Never having played this list, but having played plenty of straight-leg German Grenadiers, even of the Confident Trained variety (the Fusilierkompanie from Earth and Steel), this wasn't really a stretch for me. In fact, it allowed me to blow the dust off of troops I had painted, but never actually used before: the HMG platoon! Here was my list:
  • Company HQ with Panzerschreck
  • Grenadier Platoon (3 Squads)
  • Grenadier Platoon (3 Squads)
  • HMG Platoon
  • Mortar Platoon
This allowed me four platoons to the enemy's three platoons, which were:
  • Company HQ
  • Rifle Platoon (3 Squads?)
  • Rifle Platoon (2 Squads?)
  • Mortar Platoon (4 81mm mortars?)
Unfortunately, I am not really sure about their composition, except:
  • The mortars never re-rolled hits or misses, so there should have been 3-5 of them, which would have been 2 mortar sections.
  • If he had 2 mortar sections, one of the rifle platoons had to be understrength.
  • The rifle platoon under the 2iC was eaten up faster, and I really did not get any more hits or kills against it than against the other, but it started checking morale after the first volley and assault.
So, I think that was the composition. (We were all too disorganized to do something like hand each other lists or anything...)

Bill and I played the Town Route, so we ended up fighting at The Barracks. We rolled mission and got Fighting Withdrawal, with me as the Defender. It would be a Night Attack also. Here is the map of the board, which was 4' x 4'.


First off, you can see that Bill's terrain is just awesome. The Germans are at the bottom of the picture and the Americans are at the top. (This is actually after the first turn's movement, which explains why the American troops are so far forward and the hands are in the picture.)

I had to deploy everything first, except the ambushing platoon (one of the Grenadier platoons with the attached Panzerschreck team) and the Company HQ. I placed my mortars in the back squarely surrounding the center objective (a building, per the special scenario rules). Bill placed two objective markers, one on each flank. (These are, unfortunately, out of the picture. Our little photographer didn't think they were important. The left objective never came into play. The right objective is within 4" of the olive grove in the lower right-center of the picture, on the hill.)

My intent was to put the ambushing platoon in the vineyard, as I was sure that Bill would head for that spot given that it was the "hole" in my deployment. I placed the deployed Grenadier platoon in the town, with some elements dug-in filling the gap between the stream and the vineyard.
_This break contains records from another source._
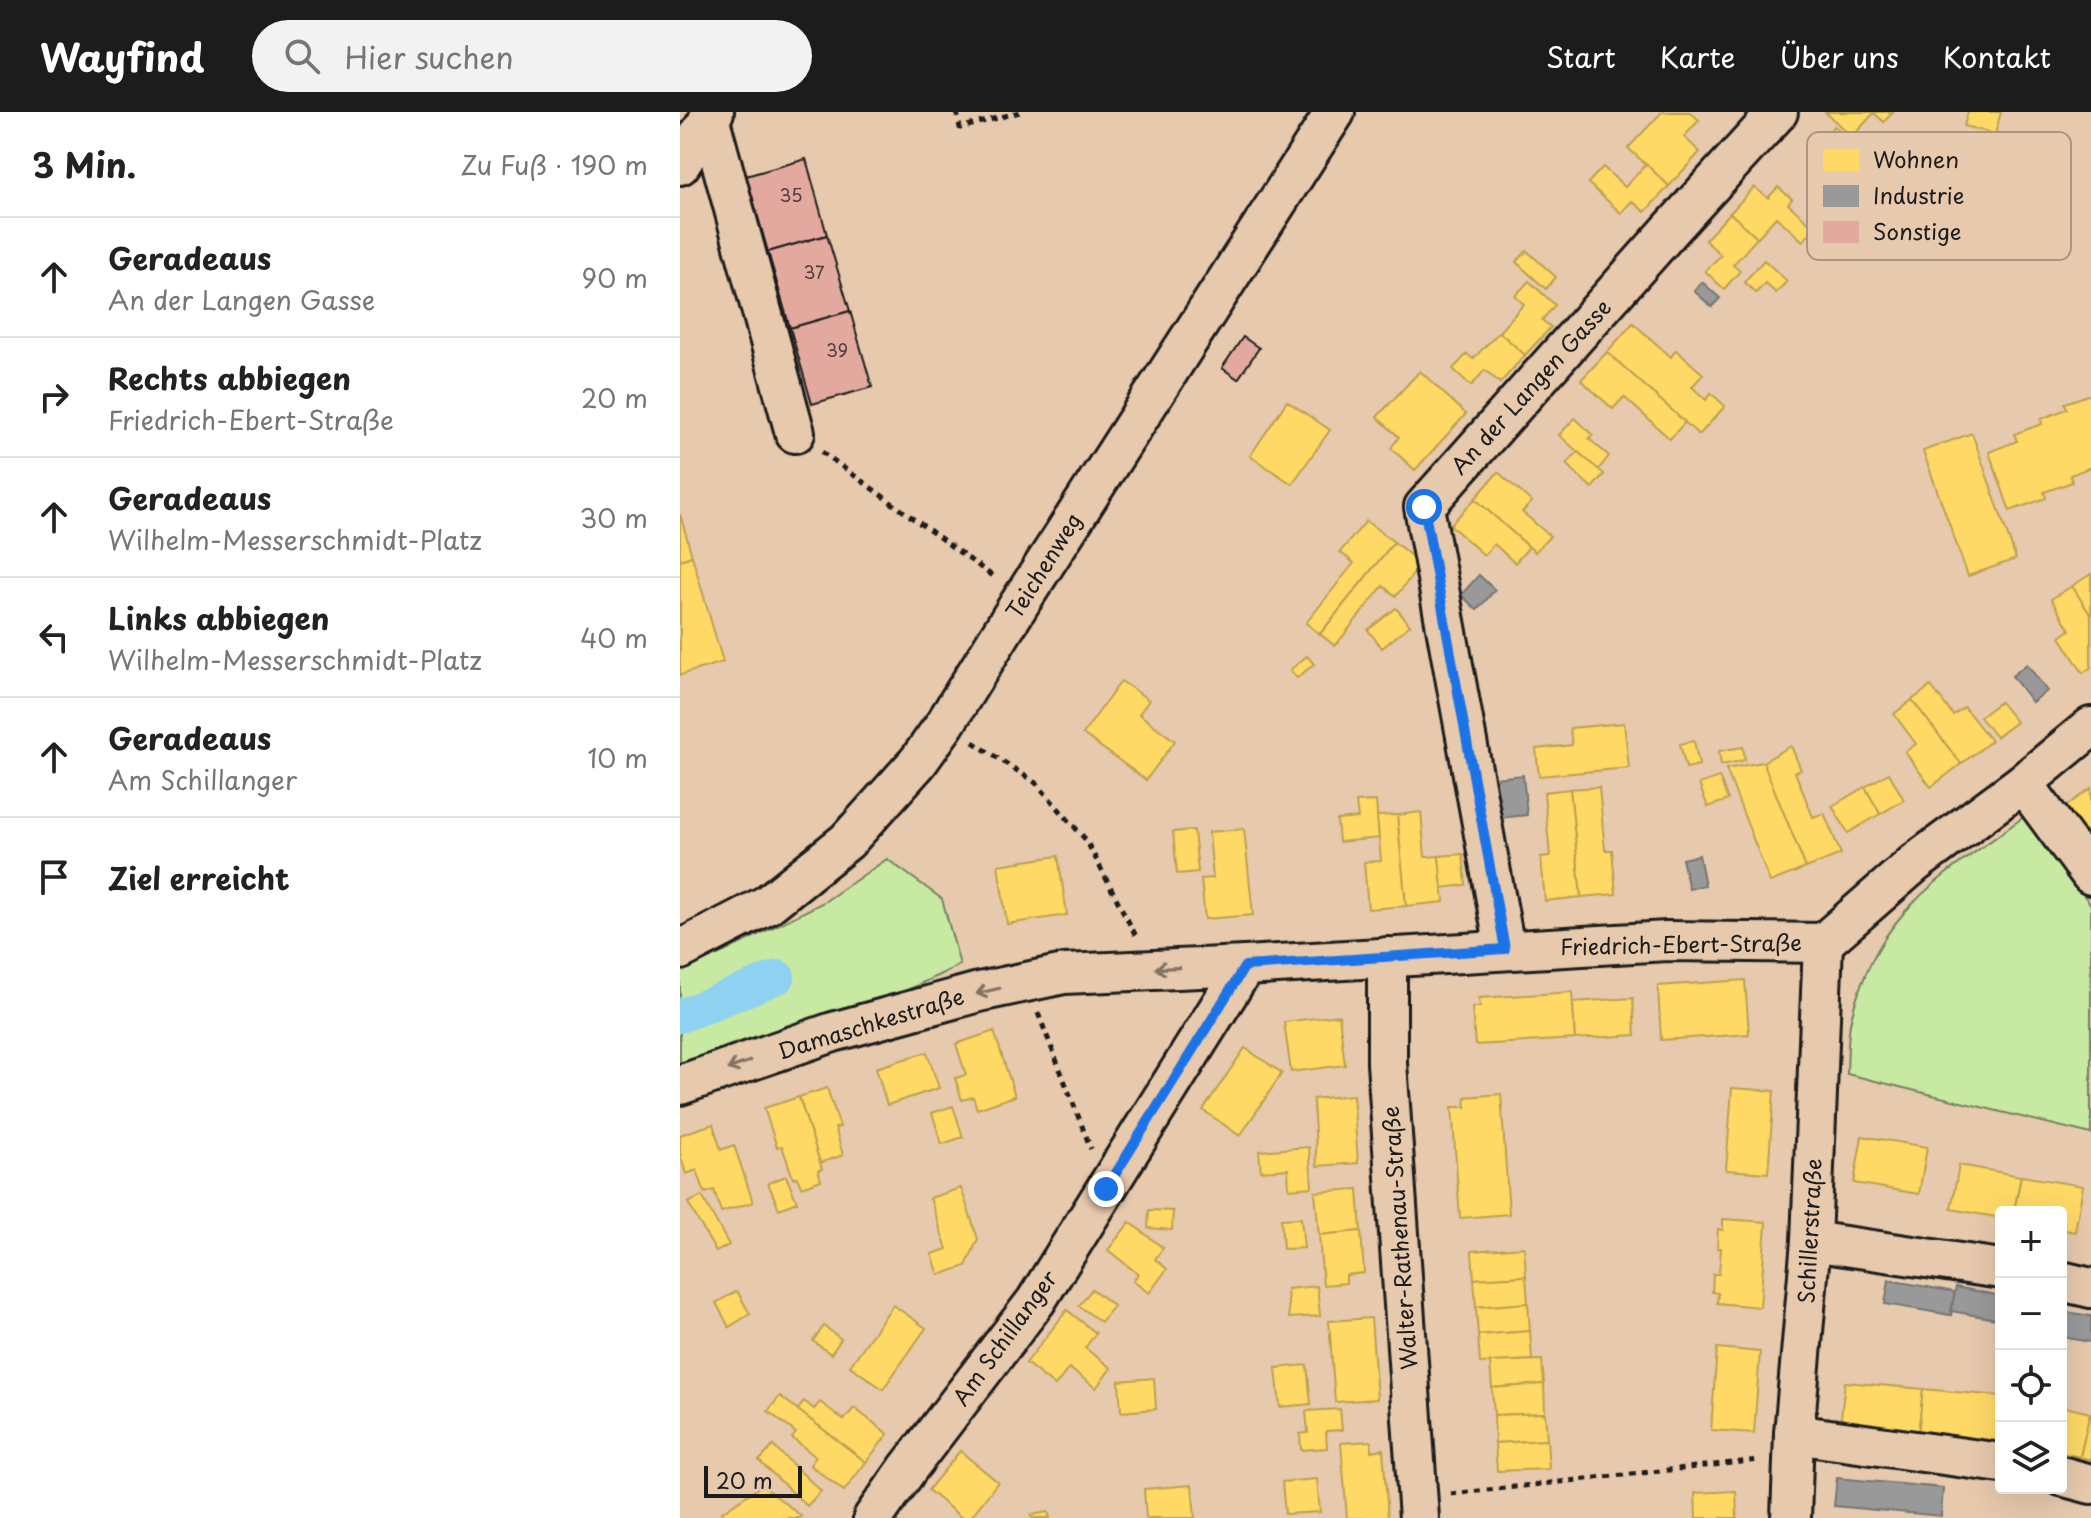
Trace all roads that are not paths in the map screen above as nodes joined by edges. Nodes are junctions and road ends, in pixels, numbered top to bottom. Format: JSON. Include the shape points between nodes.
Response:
{"nodes":[{"id":1,"x":1335,"y":112,"type":"edge"},
{"id":2,"x":1778,"y":112,"type":"edge"},
{"id":3,"x":712,"y":114,"type":"edge"},
{"id":4,"x":680,"y":165,"type":"edge"},
{"id":5,"x":795,"y":433,"type":"road end"},
{"id":6,"x":2091,"y":727,"type":"edge"},
{"id":7,"x":2023,"y":783,"type":"junction"},
{"id":8,"x":2091,"y":875,"type":"edge"},
{"id":9,"x":1823,"y":943,"type":"junction"},
{"id":10,"x":1505,"y":949,"type":"junction"},
{"id":11,"x":680,"y":950,"type":"edge"},
{"id":12,"x":1387,"y":957,"type":"junction"},
{"id":13,"x":1245,"y":966,"type":"junction"},
{"id":14,"x":680,"y":1085,"type":"edge"},
{"id":15,"x":1811,"y":1241,"type":"junction"},
{"id":16,"x":1995,"y":1268,"type":"edge"},
{"id":17,"x":2067,"y":1282,"type":"edge"},
{"id":18,"x":2091,"y":1288,"type":"edge"},
{"id":19,"x":1794,"y":1445,"type":"junction"},
{"id":20,"x":1995,"y":1462,"type":"edge"},
{"id":21,"x":2067,"y":1478,"type":"edge"},
{"id":22,"x":2091,"y":1484,"type":"edge"},
{"id":23,"x":1418,"y":1508,"type":"edge"},
{"id":24,"x":873,"y":1518,"type":"edge"},
{"id":25,"x":1791,"y":1518,"type":"edge"}],
"edges":[{"from":1,"to":11,"type":"street","name":"Teichenweg","via":[[918,762],[847,841],[767,905]]},
{"from":2,"to":10,"type":"street","name":"An der Langen Gasse","via":[[1424,507]]},
{"from":3,"to":4,"type":"street"},
{"from":3,"to":5,"type":"street"},
{"from":6,"to":7,"type":"street","name":"Friedrich-Ebert-Straße"},
{"from":7,"to":8,"type":"street"},
{"from":7,"to":9,"type":"street","name":"Friedrich-Ebert-Straße","via":[[1915,863]]},
{"from":9,"to":10,"type":"street","name":"Friedrich-Ebert-Straße","via":[[1667,941]]},
{"from":9,"to":15,"type":"street","name":"Schillerstraße"},
{"from":10,"to":12,"type":"street","name":"Friedrich-Ebert-Straße"},
{"from":12,"to":13,"type":"street","name":"Friedrich-Ebert-Straße"},
{"from":12,"to":23,"type":"street","name":"Walter-Rathenau-Straße","via":[[1387,1063]]},
{"from":13,"to":14,"type":"street","name":"Damaschkestraße","one_way":true,"via":[[1064,974],[833,1032]]},
{"from":13,"to":24,"type":"street","name":"Am Schillanger","via":[[1036,1301]]},
{"from":15,"to":16,"type":"street"},
{"from":15,"to":19,"type":"street","name":"Schillerstraße"},
{"from":17,"to":18,"type":"street"},
{"from":19,"to":20,"type":"street"},
{"from":19,"to":25,"type":"street","name":"Schillerstraße"},
{"from":21,"to":22,"type":"street"}]}
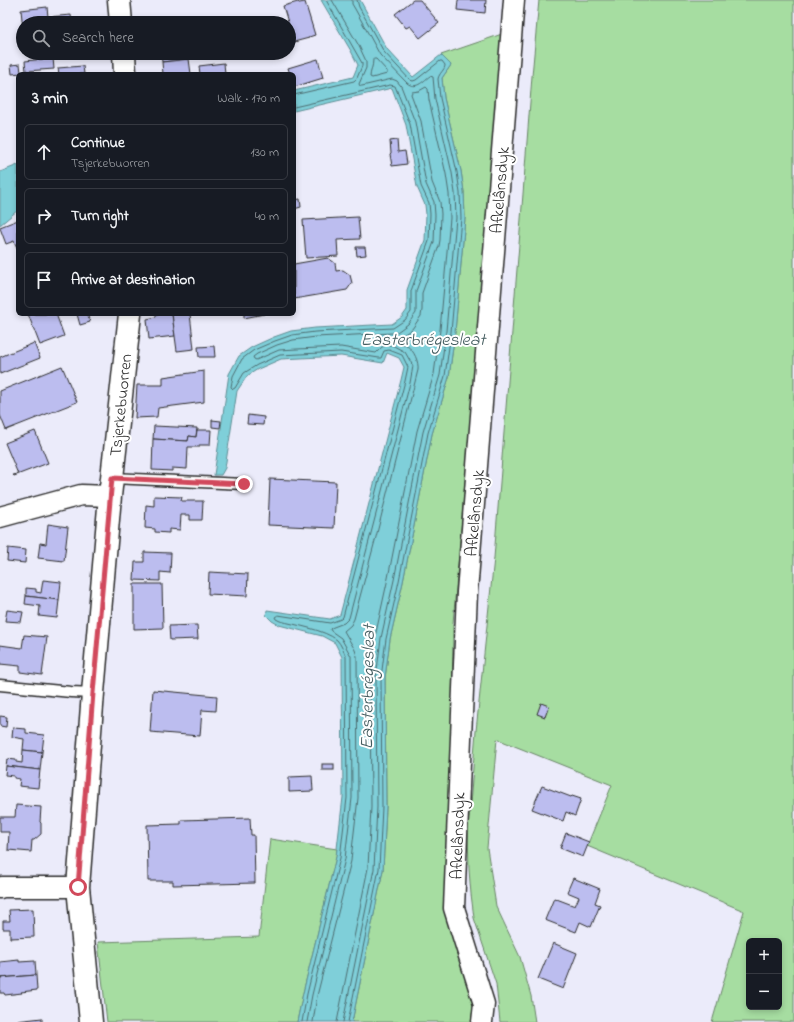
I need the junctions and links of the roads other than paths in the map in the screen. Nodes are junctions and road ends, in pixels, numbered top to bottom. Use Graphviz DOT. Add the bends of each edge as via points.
graph roads {
  1 [pos="119,0"];
  2 [pos="514,0"];
  3 [pos="120,16"];
  4 [pos="124,60"];
  5 [pos="125,72"];
  6 [pos="130,316"];
  7 [pos="244,484"];
  8 [pos="111,487"];
  9 [pos="0,518"];
  10 [pos="0,685"];
  11 [pos="93,693"];
  12 [pos="78,887"];
  13 [pos="0,888"];
  14 [pos="91,1022"];
  15 [pos="482,1022"];
  1 -- 3 [label="street"];
  2 -- 15 [label="street, Afkelânsdyk" via="468,592 454,908 484,1004"];
  4 -- 5 [label="street"];
  6 -- 8 [label="street, Tsjerkebuorren"];
  7 -- 8 [label="lane"];
  8 -- 9 [label="street"];
  8 -- 11 [label="street, Tsjerkebuorren"];
  10 -- 11 [label="lane"];
  11 -- 12 [label="street, Tsjerkebuorren"];
  12 -- 13 [label="street"];
  12 -- 14 [label="street, Tsjerkebuorren"];
}
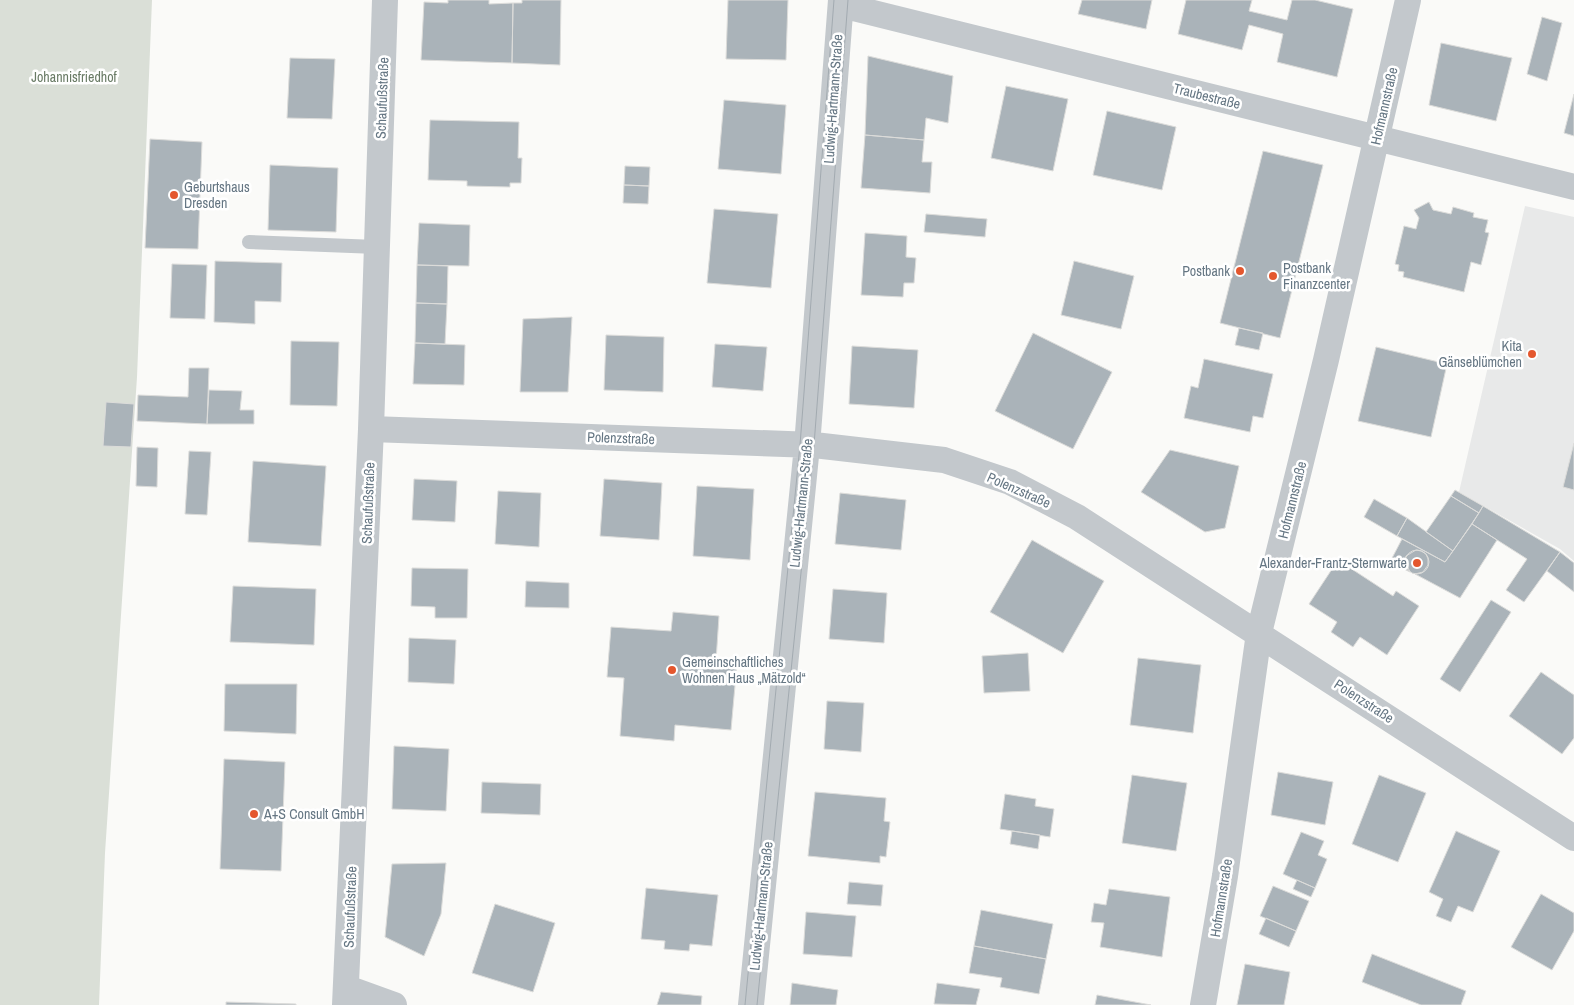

Behind this platoon I carefully placed the CiC within 4" of where I believed the enemy assault on the town would land and also within Command Distance of the HMG platoon. Thus, when the building got assaulted, the CiC would suck in the dug-in HMG platoon into the assault, allowing them to open up with Defensive Fire. It would be sweet.

The plan started executing exactly as I expected. I stayed Gone to Ground and the enemy mortars could not spot me through the cloudy night. The first US Rifle platoon came up and opened fire on my troops and did not achieve any result.
I should point out that Bill noted that had he not fired, I would have had to roll to spot his troops in my following turn, making it possible for me to not be able to fire my mortars and HMG platoon at his surviving Rifle platoon. Good point to consider, for those that do not play Night Attack rules that often. Only shoot if you really think you can get a good result. In his case he had 9 teams firing Automatic Rifles (or a Bazooka) at Trained troops, Concealed and Gone to Ground, so he had 33% chance to hit with each, or about 3 hits, shy of the 5 needed to pin me.

The situation began to unravel for me when the enemy moved in to assault. It was at this point – and not during deployment – that I noticed that the wall facing the direction the enemy was coming from did not have any openings. This caused Bill to shift his troops laterally to go around the building and reach an opening, and this took the assaulting teams just out of 4" range (by a fraction of 1/8th of an inch!) of my CiC, meaning my HMG platoon did not get to join in on Defensive Fire! (It must have been a damn cloud that suddenly crossed in front of the moon and caused my HMG gunners to all look the other way!)

The Grenadier platoon fired (7 stands/14 shots) and with a 33% for each to hit, rather than getting five hits – slightly above the average 4.67 hits – I got four, denying me the ability to throw the US assault back. (Bill did, however, oblige and fail to save three of those four hits.) The assault went in, a few hits made it, and I failed Motivation in order to Counterattack.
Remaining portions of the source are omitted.